Work order: Your reply should hold only the lines from the records below where "работ" occurs.

Top of Task material

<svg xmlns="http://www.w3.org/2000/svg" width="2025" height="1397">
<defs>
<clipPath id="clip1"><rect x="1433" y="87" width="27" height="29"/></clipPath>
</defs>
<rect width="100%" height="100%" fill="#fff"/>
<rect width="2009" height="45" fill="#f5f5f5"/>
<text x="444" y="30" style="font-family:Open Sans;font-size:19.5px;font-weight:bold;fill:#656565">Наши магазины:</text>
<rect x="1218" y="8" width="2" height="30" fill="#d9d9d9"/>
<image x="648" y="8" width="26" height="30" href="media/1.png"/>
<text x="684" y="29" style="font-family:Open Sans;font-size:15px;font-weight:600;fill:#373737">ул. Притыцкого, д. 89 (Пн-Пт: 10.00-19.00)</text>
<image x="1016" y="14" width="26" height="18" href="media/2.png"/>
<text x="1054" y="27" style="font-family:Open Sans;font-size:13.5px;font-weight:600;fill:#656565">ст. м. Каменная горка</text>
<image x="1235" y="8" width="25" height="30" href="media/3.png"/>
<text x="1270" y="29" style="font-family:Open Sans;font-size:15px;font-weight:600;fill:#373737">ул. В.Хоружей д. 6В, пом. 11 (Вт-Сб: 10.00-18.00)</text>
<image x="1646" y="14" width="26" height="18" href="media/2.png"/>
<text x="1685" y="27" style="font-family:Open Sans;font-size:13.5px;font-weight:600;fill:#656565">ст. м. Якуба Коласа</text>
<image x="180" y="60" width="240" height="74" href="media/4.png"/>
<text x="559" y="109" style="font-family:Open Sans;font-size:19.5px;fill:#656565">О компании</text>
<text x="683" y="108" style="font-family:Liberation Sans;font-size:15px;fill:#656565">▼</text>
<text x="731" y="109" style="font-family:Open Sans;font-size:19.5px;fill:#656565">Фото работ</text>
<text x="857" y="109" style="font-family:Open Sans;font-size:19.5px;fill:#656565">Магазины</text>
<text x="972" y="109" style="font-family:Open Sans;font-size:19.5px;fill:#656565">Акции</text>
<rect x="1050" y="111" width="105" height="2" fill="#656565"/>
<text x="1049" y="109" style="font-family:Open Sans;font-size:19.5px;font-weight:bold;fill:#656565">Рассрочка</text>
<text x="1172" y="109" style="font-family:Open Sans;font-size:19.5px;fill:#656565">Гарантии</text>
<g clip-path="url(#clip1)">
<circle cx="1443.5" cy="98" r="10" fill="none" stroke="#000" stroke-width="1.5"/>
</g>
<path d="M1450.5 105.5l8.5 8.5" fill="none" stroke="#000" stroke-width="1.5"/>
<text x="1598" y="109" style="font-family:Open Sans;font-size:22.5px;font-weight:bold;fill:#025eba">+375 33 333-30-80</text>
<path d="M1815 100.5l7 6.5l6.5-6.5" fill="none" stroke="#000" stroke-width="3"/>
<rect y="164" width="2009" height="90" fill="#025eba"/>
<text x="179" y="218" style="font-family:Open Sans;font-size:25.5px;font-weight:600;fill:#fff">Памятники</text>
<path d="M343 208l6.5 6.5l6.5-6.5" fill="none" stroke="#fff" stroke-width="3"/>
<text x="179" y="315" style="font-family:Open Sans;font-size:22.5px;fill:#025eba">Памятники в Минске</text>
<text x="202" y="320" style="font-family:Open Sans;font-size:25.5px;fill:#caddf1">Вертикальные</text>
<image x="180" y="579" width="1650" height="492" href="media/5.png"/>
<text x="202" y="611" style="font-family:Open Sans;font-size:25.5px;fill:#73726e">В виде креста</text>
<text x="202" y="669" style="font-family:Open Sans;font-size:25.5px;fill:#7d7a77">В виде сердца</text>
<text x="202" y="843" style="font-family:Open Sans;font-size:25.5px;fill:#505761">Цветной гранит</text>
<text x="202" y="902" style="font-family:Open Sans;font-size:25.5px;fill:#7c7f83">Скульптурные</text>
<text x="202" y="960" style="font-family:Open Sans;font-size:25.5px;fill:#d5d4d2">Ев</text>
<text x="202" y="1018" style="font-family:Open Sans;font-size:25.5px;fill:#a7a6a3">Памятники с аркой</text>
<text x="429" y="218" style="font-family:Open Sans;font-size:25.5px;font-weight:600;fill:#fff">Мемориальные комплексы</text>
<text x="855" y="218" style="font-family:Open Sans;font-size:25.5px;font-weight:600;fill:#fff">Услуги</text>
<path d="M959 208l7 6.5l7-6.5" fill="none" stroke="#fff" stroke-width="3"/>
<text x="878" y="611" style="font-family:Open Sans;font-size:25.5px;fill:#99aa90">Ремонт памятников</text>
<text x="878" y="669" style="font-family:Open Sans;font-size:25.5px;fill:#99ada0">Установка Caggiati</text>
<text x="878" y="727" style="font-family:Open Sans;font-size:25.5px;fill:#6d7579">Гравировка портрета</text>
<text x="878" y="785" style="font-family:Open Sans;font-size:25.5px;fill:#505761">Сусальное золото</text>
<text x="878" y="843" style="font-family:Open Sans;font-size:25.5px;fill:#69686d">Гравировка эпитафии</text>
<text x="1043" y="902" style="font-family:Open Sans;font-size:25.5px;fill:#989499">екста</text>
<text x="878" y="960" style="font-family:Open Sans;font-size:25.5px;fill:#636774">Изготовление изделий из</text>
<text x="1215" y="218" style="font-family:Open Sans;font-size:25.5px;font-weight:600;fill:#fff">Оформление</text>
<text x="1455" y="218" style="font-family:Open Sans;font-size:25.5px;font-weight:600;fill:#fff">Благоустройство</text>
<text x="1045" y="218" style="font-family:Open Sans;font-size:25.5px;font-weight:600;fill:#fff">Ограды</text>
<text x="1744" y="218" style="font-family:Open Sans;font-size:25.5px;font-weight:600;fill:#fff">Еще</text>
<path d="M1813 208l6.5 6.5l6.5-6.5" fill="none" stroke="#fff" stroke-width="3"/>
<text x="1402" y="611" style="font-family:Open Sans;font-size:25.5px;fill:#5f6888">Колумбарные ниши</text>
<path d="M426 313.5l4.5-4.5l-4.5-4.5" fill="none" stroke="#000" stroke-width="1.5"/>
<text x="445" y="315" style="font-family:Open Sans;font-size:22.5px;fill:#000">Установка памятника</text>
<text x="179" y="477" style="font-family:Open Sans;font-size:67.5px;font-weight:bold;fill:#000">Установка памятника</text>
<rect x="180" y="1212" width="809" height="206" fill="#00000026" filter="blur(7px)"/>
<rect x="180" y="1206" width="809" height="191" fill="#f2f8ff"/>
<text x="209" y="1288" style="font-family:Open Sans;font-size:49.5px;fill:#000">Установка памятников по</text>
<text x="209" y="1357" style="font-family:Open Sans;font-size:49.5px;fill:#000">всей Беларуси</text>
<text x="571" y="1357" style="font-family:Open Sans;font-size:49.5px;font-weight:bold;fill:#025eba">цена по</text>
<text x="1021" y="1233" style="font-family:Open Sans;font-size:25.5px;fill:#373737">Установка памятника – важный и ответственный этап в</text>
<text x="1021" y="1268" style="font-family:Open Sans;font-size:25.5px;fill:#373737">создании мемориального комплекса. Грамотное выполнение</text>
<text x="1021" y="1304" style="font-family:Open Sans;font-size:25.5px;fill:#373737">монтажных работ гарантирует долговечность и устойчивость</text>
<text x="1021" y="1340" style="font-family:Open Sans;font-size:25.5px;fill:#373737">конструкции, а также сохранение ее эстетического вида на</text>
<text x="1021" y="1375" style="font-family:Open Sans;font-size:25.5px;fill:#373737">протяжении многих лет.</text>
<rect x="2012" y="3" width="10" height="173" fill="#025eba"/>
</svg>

Bottom of Task material

Finished task:
<text x="731" y="109" style="font-family:Open Sans;font-size:19.5px;fill:#656565">Фото работ</text>
<text x="1021" y="1304" style="font-family:Open Sans;font-size:25.5px;fill:#373737">монтажных работ гарантирует долговечность и устойчивость</text>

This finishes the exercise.